Ukrainian Defensive War against the Russian Invasion - Mark IV: The Partitioning of Discussion


This has long ago been verified to as high a standard of proof as possible. The man responsible, Girkin is in prison, albeit for saying means words to the little dictator.
The fact that so many people forget Putins little gay green men and their insurgency in the East took down a fucking passenger plane and bragged about it drives me insane. What makes it vaguely funny is that Girkin was a good little boy who dindu nuffin and still ended up in the clink for the crime of not being totally delusional. Just mostly.
 
It reminds me of reading about Polish Catholic "war hymns" against the Germans c. WWII -- who the fuck has "war hymns" past the Crusades?
Crusades are a lot more recent history in that part of the world due to the Ottomans. The Poles were fighting the Great Turkish War at the same time the Salem Witch Trials were happening here in the US.

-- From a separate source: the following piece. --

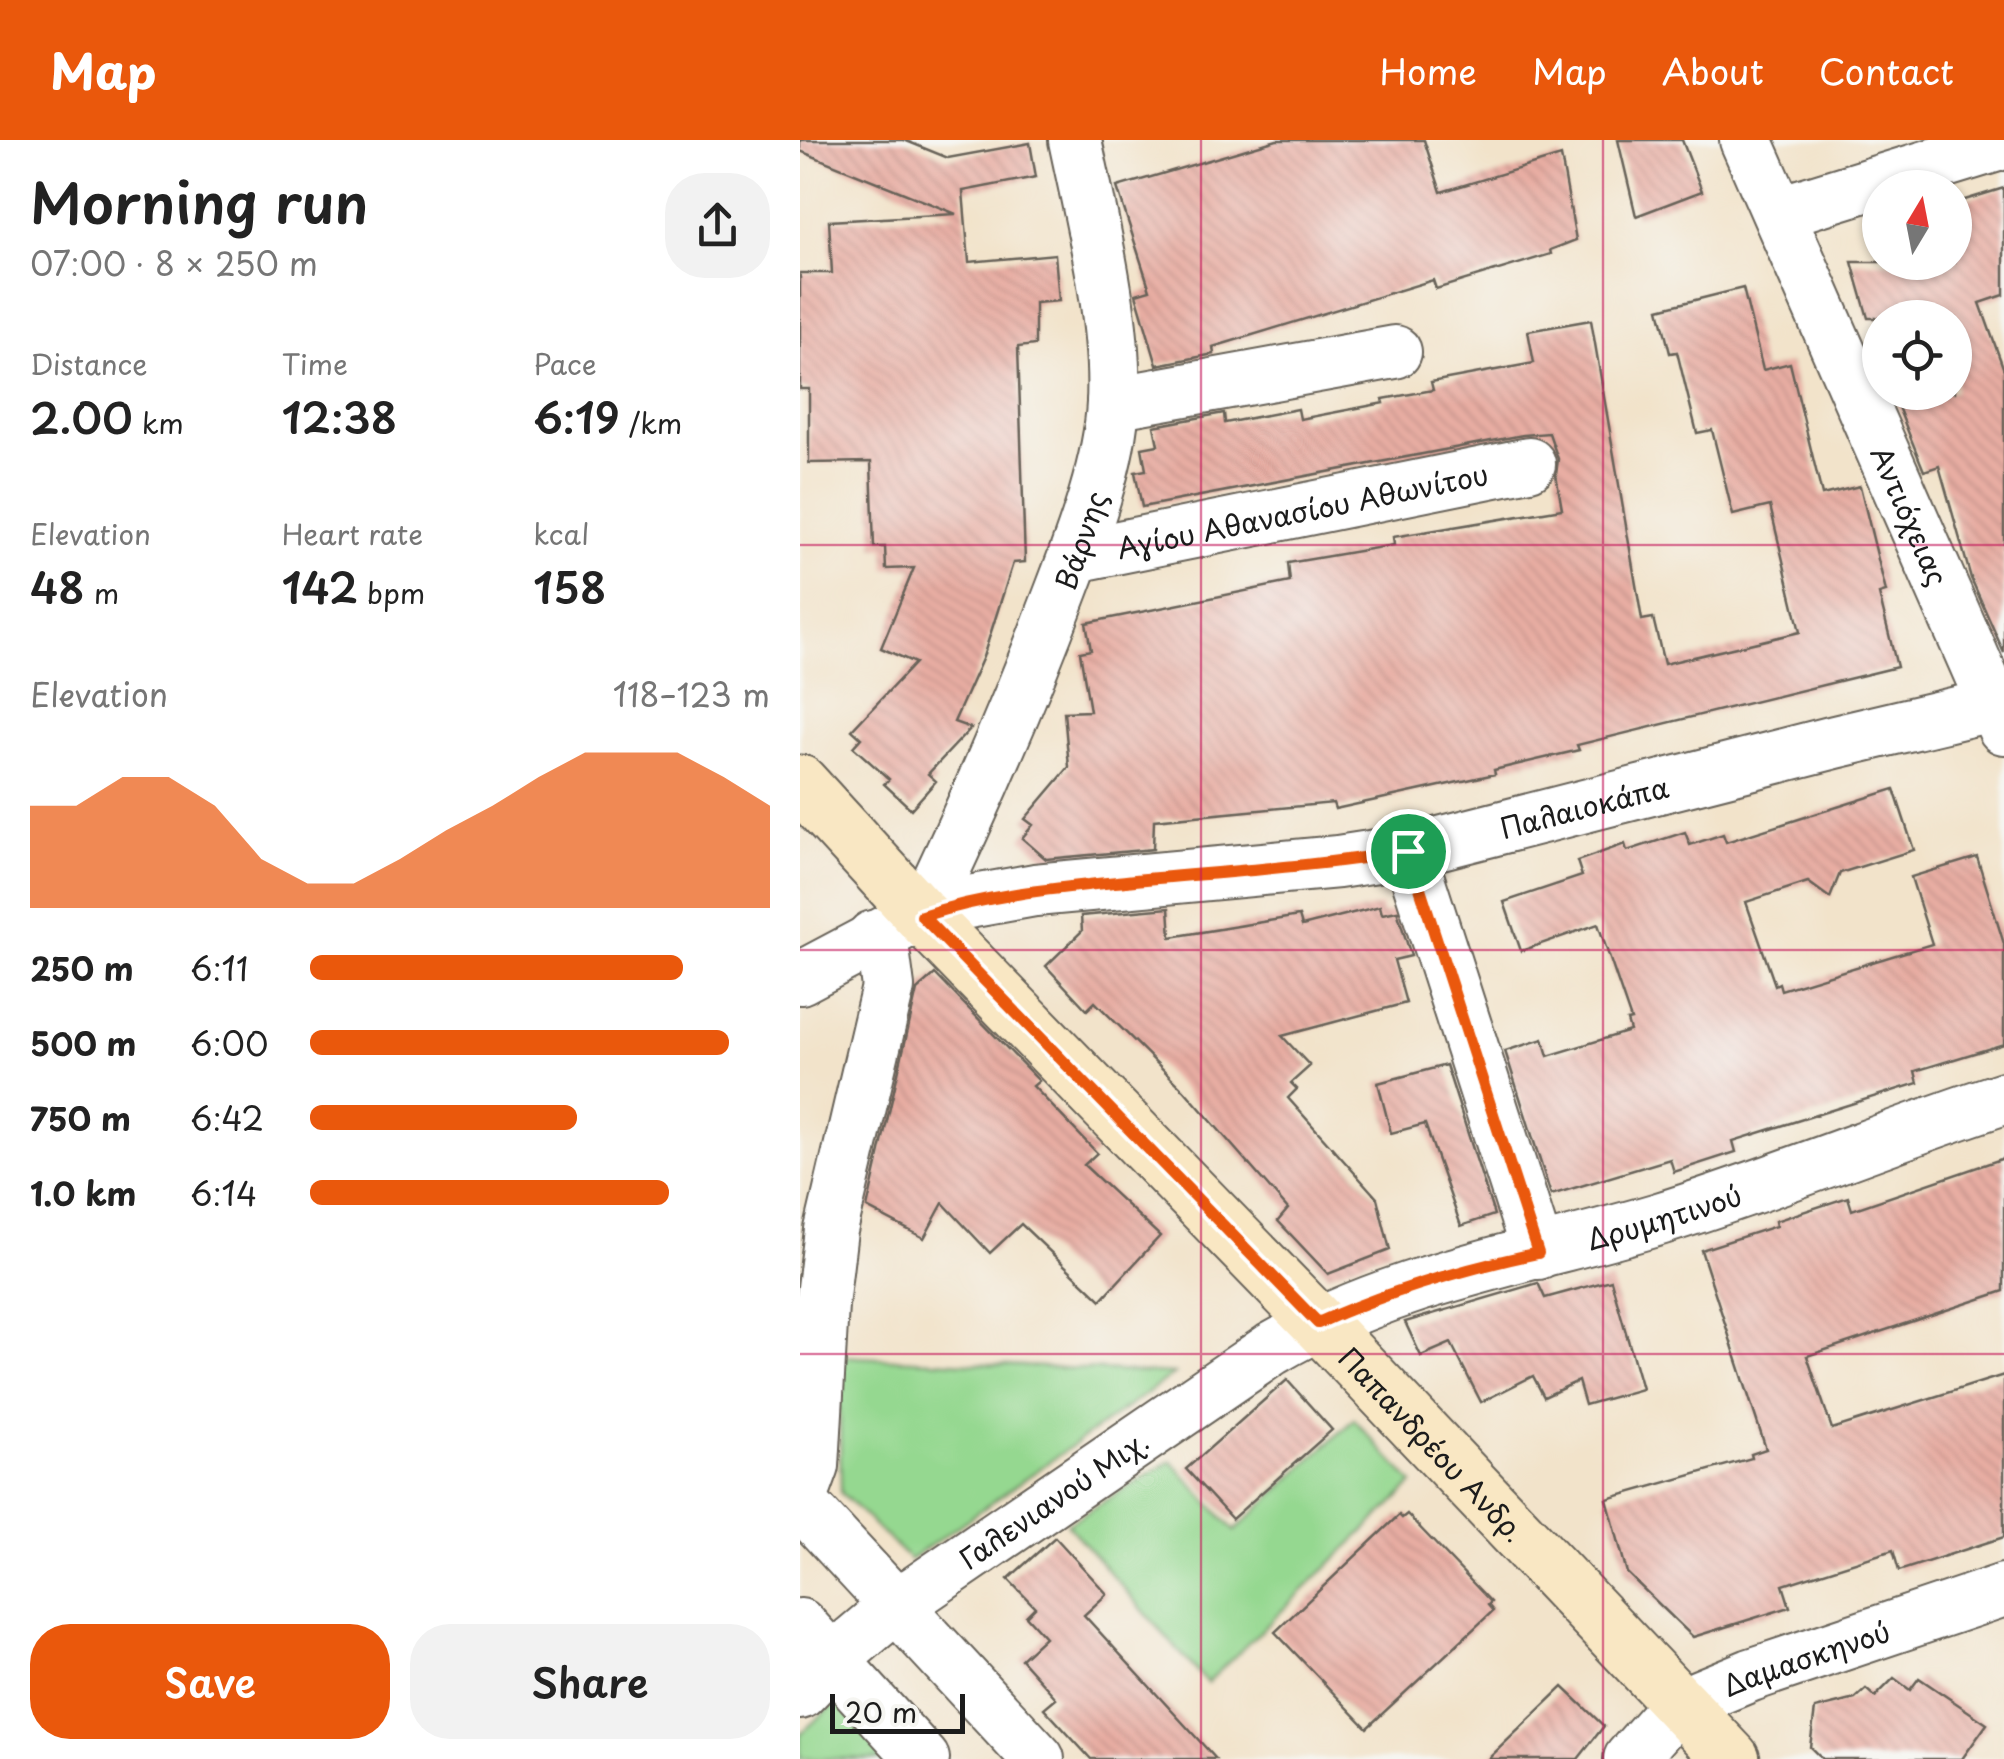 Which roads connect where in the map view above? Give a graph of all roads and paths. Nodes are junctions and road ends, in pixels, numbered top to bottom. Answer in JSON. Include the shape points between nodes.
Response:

And of course in WW2 they were fighting two enemies who were a lot more anti-Christian and hostile towards their people than the Muslims ever were. So it was another crusade in a sense.
 
It reminds me of reading about Polish Catholic "war hymns" against the Germans c. WWII -- who the fuck has "war hymns" past the Crusades? Onward, Christian Soldiers is the only one I ever learned, but it wasn't being applied in any literal sense contemporaneously.
Not familiar with the Battle Hymn of the Republic?

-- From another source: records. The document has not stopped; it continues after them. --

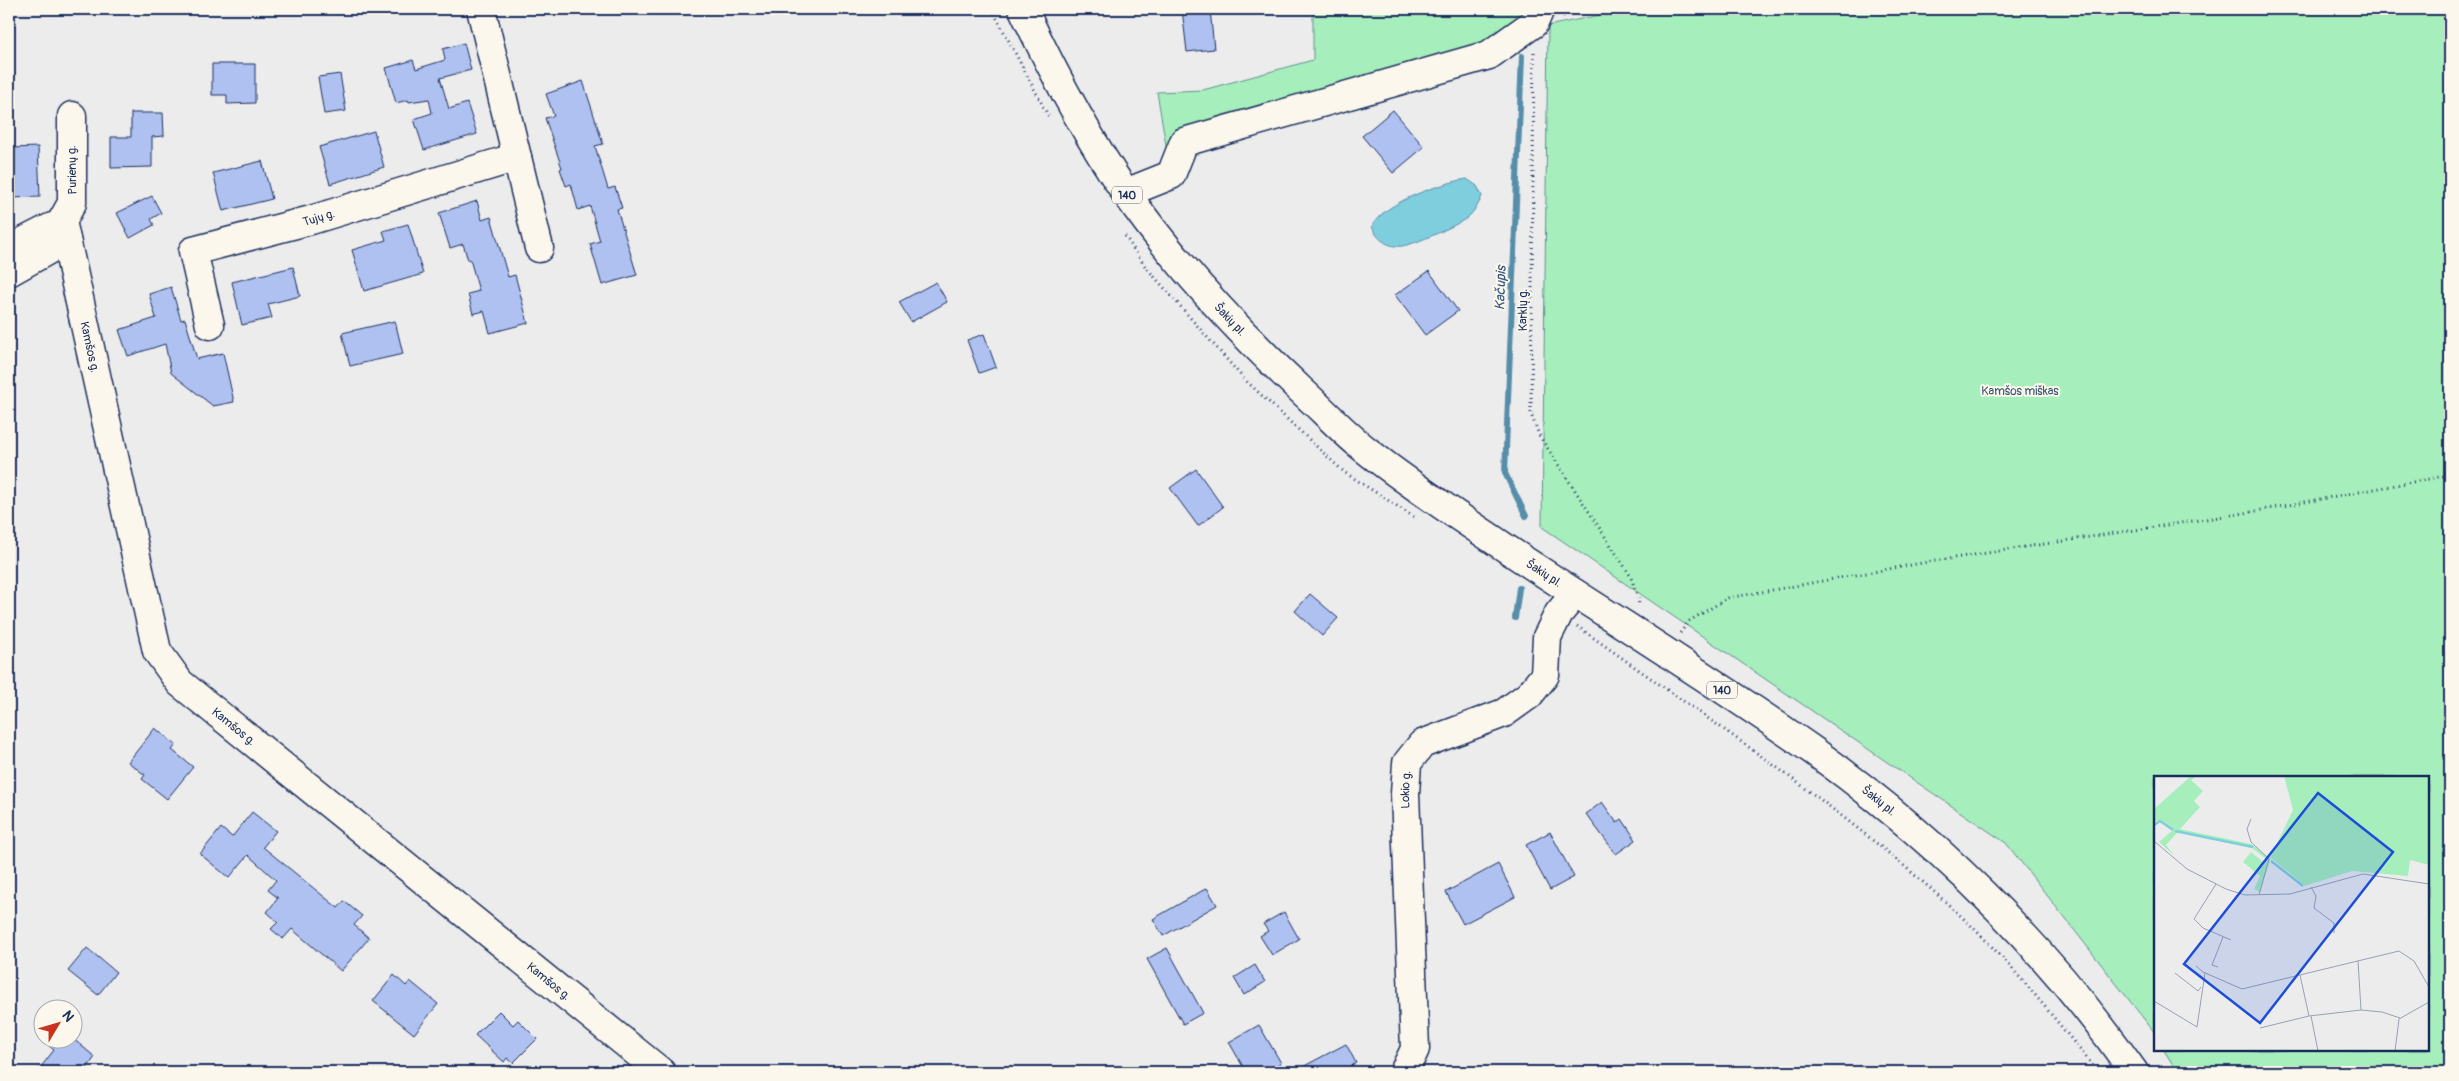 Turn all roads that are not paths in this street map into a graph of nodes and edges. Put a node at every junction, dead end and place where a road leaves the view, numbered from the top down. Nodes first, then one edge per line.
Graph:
1 (482, 9) edge
2 (1023, 9) edge
3 (1537, 16) edge
4 (72, 116) dead end
5 (517, 157) junction
6 (1126, 193) junction
7 (64, 230) junction
8 (539, 248) dead end
9 (9, 249) edge
10 (9, 272) edge
11 (210, 325) dead end
12 (1575, 594) junction
13 (661, 1072) edge
14 (1404, 1072) edge
15 (2134, 1072) edge

1 - 5 street
2 - 6 street, Šakių pl. / 140
3 - 6 street
4 - 7 street, Purienų g.
5 - 8 street
5 - 11 street, Tujų g.
6 - 12 street, Šakių pl. / 140
7 - 9 street
7 - 10 street
7 - 13 street, Kamšos g.
12 - 14 street, Lokio g.
12 - 15 street, Šakių pl. / 140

And yes, the Civil War was very much a sort of holy war given that evangelicalism and abolitionism were incredibly entwined. Harriet Beecher Stowe of Uncle Tom's Cabin fame came from a family where her father and all her brothers wound up being clergymen, for example. And they were all ardent abolitionists just like she was.
 
Ukraine is breaking up their tank brigades and distributing the tanks across the force. [A]This aligns with their new use as direct fire support rather than break through vehicles. Return of the assault gun when? *Sad M10 Booker noises*
For the U.S. Army the biggest problem with the M10 Booker isn't the vehicle itself. But rather the U.S. Army not knowing which part of itself the M10 Booker is for. Paratroopers who want something airdroppable to replace the Sheridan. Airborne who want something that could be stuff two per cargo plane and unload after landing. Leg infantry who want something lighter than an Abrams that won't collapse the local infrastructure. Tanknet.org forum have following the M10 and been over going over these less discussed problems and most especially doctrine.
Link
 
Crusades are a lot more recent history in that part of the world due to the Ottomans. The Poles were fighting the Great Turkish War at the same time the Salem Witch Trials were happening here in the US.
Point taken, but still antiquated.
And of course in WW2 they were fighting two enemies who were a lot more anti-Christian and hostile towards their people than the Muslims ever were. So it was another crusade in a sense.
Citation needed.
 
For the U.S. Army the biggest problem with the M10 Booker isn't the vehicle itself. But rather the U.S. Army not knowing which part of itself the M10 Booker is for. Paratroopers who want something airdroppable to replace the Sheridan. Airborne who want something that could be stuff two per cargo plane and unload after landing. Leg infantry who want something lighter than an Abrams that won't collapse the local infrastructure. Tanknet.org forum have following the M10 and been over going over these less discussed problems and most especially doctrine.
Link
The Booker pretty much is an assault gun, TBH. Historically we've used light tanks a ton as infantry support since they can go places larger vehicles can't, require specialized weaponry to take out or disable that aren't as effective against its infantry escorts, and even if their cannons aren't the best against armored vehicles, they work quite fine against dug-in infantry in a direct fire role. Tankers absolutely hated the Sheridan because of its 30 second reload times and its near-uselessness when facing armored vehicles, but the infantry? As far as they were concerned anything that could drive up to the enemy's face and shove a six inch HE shell down their pie holes was a godsend.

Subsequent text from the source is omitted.